With older divorcees comes the likelihood of more assets to divvy up and older children. The number of stepfamilies where the youngest child is over 25 years old topped one million in 2021, up from 770,000 in 2011 when Statistics Canada began recording this demographic data. What’s more, it’s not unusual for families coming together to be on their third or even fourth marriage.
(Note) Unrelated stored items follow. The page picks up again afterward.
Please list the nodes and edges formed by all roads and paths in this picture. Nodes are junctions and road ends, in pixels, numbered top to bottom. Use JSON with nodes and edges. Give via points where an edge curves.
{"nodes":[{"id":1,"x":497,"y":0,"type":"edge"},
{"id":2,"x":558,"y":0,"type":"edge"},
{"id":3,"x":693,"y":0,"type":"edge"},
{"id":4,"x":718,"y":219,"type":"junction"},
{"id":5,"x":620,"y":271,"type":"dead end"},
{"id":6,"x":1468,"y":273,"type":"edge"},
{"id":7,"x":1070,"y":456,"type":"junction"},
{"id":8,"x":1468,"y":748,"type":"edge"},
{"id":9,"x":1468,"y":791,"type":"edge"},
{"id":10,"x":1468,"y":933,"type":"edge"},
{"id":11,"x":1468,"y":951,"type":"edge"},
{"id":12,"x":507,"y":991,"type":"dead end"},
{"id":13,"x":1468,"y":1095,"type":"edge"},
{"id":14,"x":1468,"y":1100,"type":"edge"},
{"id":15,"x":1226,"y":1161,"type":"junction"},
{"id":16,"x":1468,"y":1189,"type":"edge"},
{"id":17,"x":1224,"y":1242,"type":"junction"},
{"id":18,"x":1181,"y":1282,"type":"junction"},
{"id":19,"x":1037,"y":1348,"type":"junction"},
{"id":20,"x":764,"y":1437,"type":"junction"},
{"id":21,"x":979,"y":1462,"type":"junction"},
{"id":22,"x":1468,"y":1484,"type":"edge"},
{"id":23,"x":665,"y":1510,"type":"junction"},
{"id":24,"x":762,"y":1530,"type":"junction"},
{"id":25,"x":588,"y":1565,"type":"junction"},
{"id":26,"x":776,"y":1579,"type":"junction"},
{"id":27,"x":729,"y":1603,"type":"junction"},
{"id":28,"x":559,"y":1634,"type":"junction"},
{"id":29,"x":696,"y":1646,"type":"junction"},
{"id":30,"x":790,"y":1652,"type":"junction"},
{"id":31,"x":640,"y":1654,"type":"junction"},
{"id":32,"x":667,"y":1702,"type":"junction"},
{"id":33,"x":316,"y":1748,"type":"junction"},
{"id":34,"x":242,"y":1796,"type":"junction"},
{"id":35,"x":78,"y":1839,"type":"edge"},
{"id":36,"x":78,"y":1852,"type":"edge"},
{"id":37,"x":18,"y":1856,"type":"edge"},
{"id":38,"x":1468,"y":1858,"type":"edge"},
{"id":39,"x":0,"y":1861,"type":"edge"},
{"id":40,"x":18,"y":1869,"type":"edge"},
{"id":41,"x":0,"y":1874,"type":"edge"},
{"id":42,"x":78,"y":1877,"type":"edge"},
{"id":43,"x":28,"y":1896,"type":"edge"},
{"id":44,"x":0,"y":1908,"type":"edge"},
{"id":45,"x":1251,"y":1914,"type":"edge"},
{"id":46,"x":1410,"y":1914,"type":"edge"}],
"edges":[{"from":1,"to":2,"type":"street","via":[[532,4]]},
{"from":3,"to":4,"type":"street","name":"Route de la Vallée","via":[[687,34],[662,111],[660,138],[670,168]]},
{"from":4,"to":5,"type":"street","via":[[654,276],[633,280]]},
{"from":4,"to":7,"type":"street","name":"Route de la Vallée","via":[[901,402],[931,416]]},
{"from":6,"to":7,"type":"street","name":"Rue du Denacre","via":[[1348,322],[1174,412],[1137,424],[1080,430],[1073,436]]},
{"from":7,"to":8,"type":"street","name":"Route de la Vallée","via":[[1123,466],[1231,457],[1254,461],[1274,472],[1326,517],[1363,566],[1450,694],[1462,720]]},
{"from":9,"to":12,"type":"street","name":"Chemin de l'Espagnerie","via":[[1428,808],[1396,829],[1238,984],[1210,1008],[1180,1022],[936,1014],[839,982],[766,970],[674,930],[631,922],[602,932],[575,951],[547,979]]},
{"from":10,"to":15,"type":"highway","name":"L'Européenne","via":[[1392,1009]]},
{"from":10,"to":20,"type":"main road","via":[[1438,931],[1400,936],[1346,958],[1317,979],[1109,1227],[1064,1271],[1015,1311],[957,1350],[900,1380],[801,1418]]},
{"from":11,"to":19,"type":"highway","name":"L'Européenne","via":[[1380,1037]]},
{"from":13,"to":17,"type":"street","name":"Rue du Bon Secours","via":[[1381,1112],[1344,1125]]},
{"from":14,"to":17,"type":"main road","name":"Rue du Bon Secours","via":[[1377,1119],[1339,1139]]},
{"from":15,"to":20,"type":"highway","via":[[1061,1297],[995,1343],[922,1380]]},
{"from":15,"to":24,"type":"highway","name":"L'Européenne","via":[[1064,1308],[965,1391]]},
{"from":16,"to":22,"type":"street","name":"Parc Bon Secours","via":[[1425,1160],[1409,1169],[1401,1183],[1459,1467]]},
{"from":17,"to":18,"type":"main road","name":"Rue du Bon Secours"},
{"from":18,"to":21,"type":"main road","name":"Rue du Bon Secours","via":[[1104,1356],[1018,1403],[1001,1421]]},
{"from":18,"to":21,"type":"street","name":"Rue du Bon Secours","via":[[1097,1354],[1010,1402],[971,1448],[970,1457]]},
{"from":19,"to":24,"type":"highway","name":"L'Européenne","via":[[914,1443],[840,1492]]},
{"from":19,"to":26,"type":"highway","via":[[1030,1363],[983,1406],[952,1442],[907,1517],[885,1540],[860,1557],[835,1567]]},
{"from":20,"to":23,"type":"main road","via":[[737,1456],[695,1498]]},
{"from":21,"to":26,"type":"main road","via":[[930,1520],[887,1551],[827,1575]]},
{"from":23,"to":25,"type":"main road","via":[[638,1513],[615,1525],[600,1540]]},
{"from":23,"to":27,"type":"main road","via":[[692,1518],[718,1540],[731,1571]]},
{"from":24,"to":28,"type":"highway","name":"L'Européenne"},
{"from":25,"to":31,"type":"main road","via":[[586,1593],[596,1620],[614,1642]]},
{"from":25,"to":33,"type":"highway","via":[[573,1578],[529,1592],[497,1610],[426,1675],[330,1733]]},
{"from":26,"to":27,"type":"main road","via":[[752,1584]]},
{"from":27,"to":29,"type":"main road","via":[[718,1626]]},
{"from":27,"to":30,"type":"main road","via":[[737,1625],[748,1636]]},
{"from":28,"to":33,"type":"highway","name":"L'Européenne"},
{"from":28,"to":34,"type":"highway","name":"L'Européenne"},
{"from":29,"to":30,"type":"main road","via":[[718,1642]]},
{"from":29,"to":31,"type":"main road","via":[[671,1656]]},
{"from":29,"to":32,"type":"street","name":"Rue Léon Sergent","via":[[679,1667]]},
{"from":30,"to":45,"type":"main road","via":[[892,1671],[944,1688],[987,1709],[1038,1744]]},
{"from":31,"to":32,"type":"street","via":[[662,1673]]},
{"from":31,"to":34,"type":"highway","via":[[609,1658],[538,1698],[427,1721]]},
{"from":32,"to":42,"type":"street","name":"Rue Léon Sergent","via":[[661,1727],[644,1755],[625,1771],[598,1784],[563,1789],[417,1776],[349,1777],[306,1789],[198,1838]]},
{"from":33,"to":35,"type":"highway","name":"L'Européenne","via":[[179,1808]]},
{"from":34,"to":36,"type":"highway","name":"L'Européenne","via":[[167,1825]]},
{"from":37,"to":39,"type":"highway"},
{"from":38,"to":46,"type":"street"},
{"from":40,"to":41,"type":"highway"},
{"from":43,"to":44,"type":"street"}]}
For high-net-worth (HNW) families, this can bring about all sorts of challenges when it comes to navigating the dynamics of estate planning.
“It’s not just the financial or legal aspects of estate planning when it comes to blended families,” says Lydia Potocnik, National Head of Estate Planning and Philanthropic Advisory Services at BMO Private Wealth. “The emotional aspects have to be factored in because you’re dealing with different sets of family members as well.”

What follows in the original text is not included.